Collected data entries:
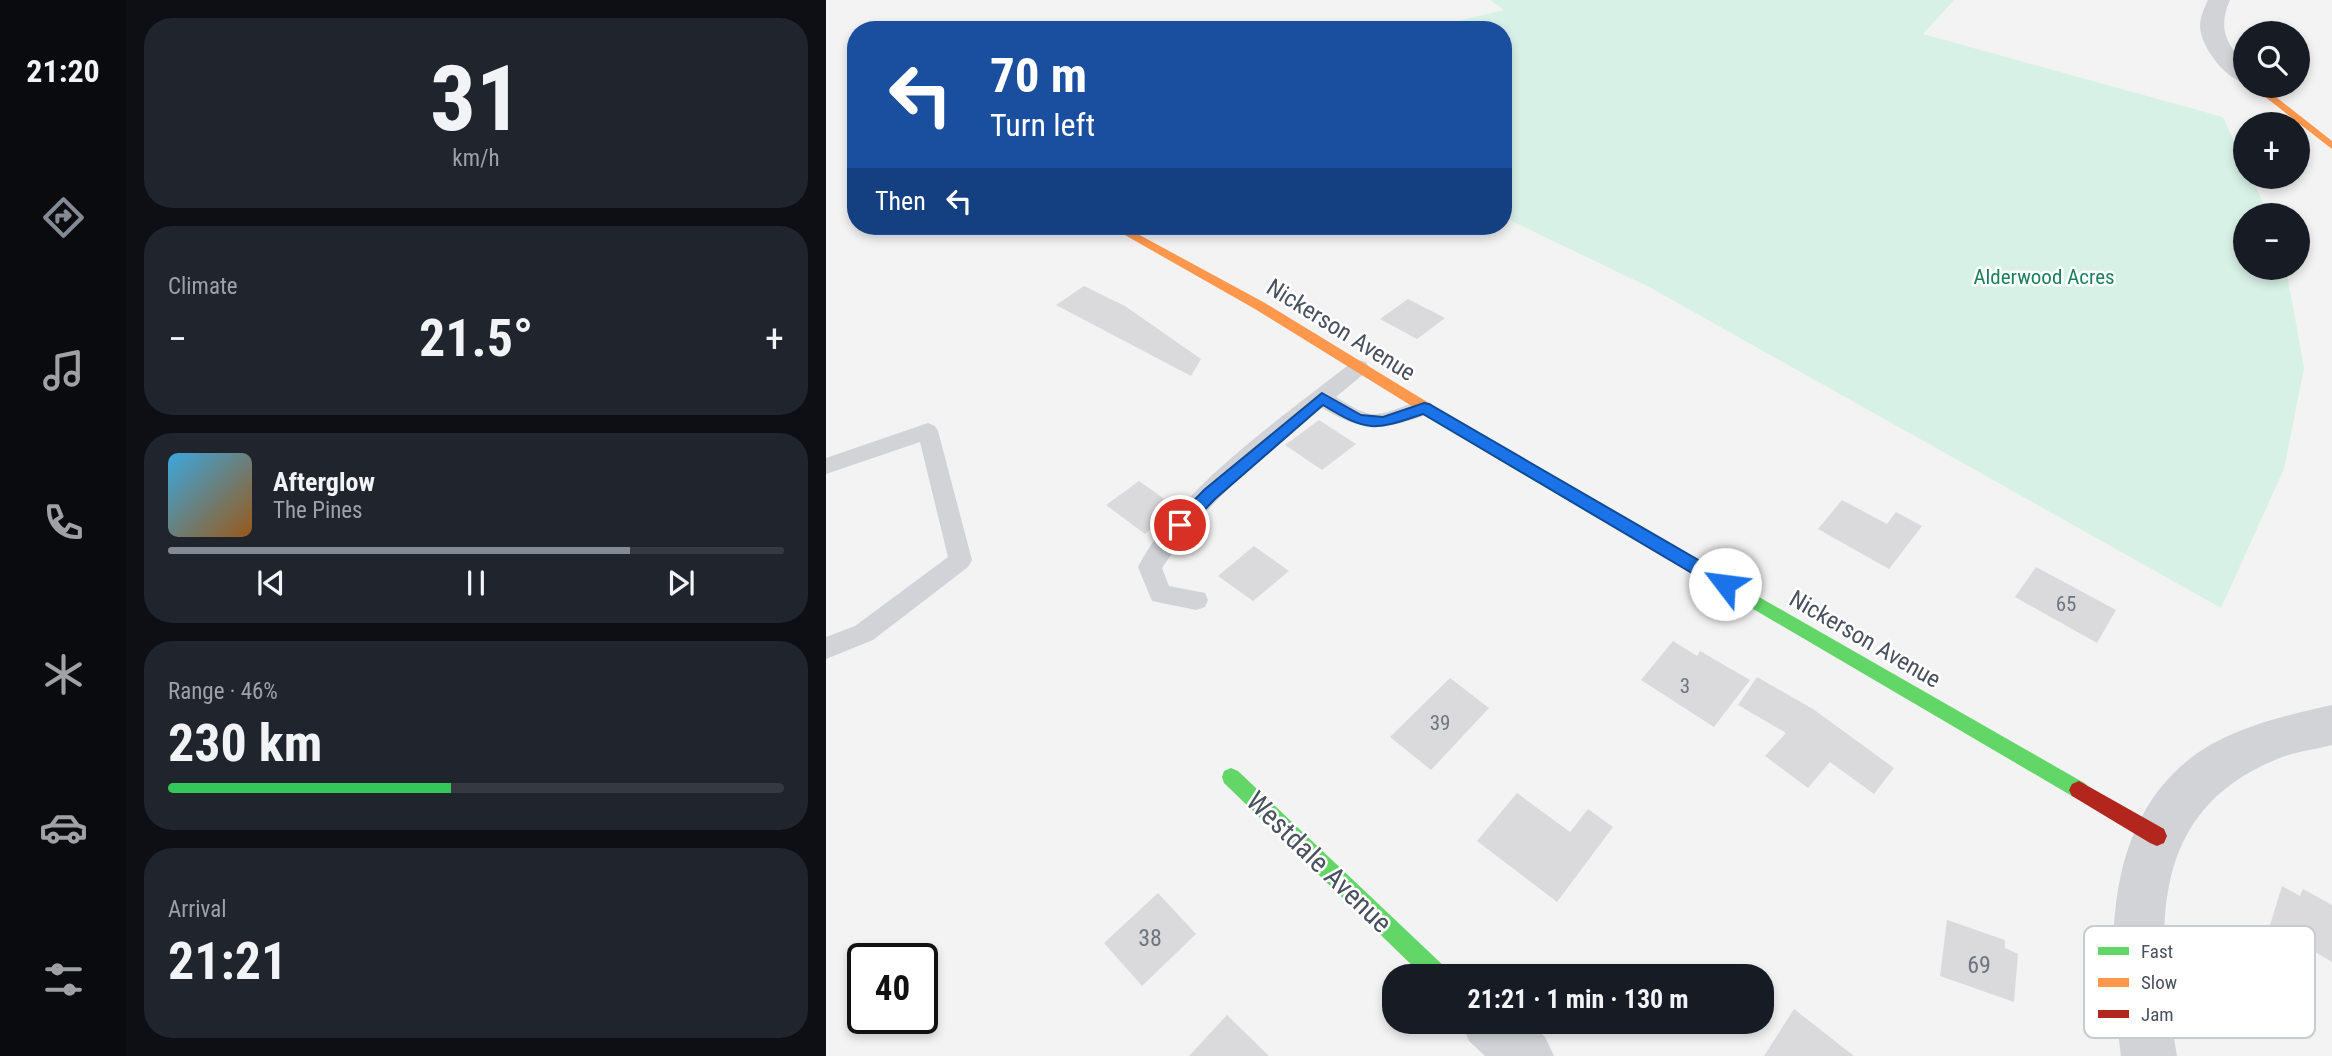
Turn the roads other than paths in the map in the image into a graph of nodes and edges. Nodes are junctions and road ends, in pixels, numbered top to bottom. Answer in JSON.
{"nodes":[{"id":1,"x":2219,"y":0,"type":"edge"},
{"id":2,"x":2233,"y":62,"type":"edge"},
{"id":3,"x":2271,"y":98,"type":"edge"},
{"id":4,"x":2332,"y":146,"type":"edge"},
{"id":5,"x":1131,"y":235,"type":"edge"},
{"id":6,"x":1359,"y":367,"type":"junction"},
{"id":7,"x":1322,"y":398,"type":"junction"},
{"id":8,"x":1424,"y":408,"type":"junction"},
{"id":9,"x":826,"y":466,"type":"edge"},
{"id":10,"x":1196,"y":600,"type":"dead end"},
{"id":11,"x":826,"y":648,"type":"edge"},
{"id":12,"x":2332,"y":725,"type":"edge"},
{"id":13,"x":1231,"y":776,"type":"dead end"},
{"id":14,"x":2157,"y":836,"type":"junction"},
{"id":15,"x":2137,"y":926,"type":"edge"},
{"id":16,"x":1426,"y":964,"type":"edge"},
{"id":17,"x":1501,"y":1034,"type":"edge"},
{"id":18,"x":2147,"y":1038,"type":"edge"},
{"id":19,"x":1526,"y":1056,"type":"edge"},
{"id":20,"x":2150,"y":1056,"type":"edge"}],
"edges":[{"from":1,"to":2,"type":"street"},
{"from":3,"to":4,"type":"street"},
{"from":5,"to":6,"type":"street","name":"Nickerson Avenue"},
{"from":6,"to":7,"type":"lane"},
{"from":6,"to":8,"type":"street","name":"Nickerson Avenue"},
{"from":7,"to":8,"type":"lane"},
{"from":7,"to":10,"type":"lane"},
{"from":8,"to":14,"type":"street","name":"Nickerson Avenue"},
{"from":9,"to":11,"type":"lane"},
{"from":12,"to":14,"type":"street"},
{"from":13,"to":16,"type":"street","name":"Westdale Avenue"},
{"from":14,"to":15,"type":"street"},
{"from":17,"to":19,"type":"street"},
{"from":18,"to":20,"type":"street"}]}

**Exercise**
Keeping every word as it is, write out all the data and omit the pictures.

**Exercise response**
Turn the roads other than paths in the map in the image into a graph of nodes and edges. Nodes are junctions and road ends, in pixels, numbered top to bottom. Answer in JSON.
{"nodes":[{"id":1,"x":2219,"y":0,"type":"edge"},
{"id":2,"x":2233,"y":62,"type":"edge"},
{"id":3,"x":2271,"y":98,"type":"edge"},
{"id":4,"x":2332,"y":146,"type":"edge"},
{"id":5,"x":1131,"y":235,"type":"edge"},
{"id":6,"x":1359,"y":367,"type":"junction"},
{"id":7,"x":1322,"y":398,"type":"junction"},
{"id":8,"x":1424,"y":408,"type":"junction"},
{"id":9,"x":826,"y":466,"type":"edge"},
{"id":10,"x":1196,"y":600,"type":"dead end"},
{"id":11,"x":826,"y":648,"type":"edge"},
{"id":12,"x":2332,"y":725,"type":"edge"},
{"id":13,"x":1231,"y":776,"type":"dead end"},
{"id":14,"x":2157,"y":836,"type":"junction"},
{"id":15,"x":2137,"y":926,"type":"edge"},
{"id":16,"x":1426,"y":964,"type":"edge"},
{"id":17,"x":1501,"y":1034,"type":"edge"},
{"id":18,"x":2147,"y":1038,"type":"edge"},
{"id":19,"x":1526,"y":1056,"type":"edge"},
{"id":20,"x":2150,"y":1056,"type":"edge"}],
"edges":[{"from":1,"to":2,"type":"street"},
{"from":3,"to":4,"type":"street"},
{"from":5,"to":6,"type":"street","name":"Nickerson Avenue"},
{"from":6,"to":7,"type":"lane"},
{"from":6,"to":8,"type":"street","name":"Nickerson Avenue"},
{"from":7,"to":8,"type":"lane"},
{"from":7,"to":10,"type":"lane"},
{"from":8,"to":14,"type":"street","name":"Nickerson Avenue"},
{"from":9,"to":11,"type":"lane"},
{"from":12,"to":14,"type":"street"},
{"from":13,"to":16,"type":"street","name":"Westdale Avenue"},
{"from":14,"to":15,"type":"street"},
{"from":17,"to":19,"type":"street"},
{"from":18,"to":20,"type":"street"}]}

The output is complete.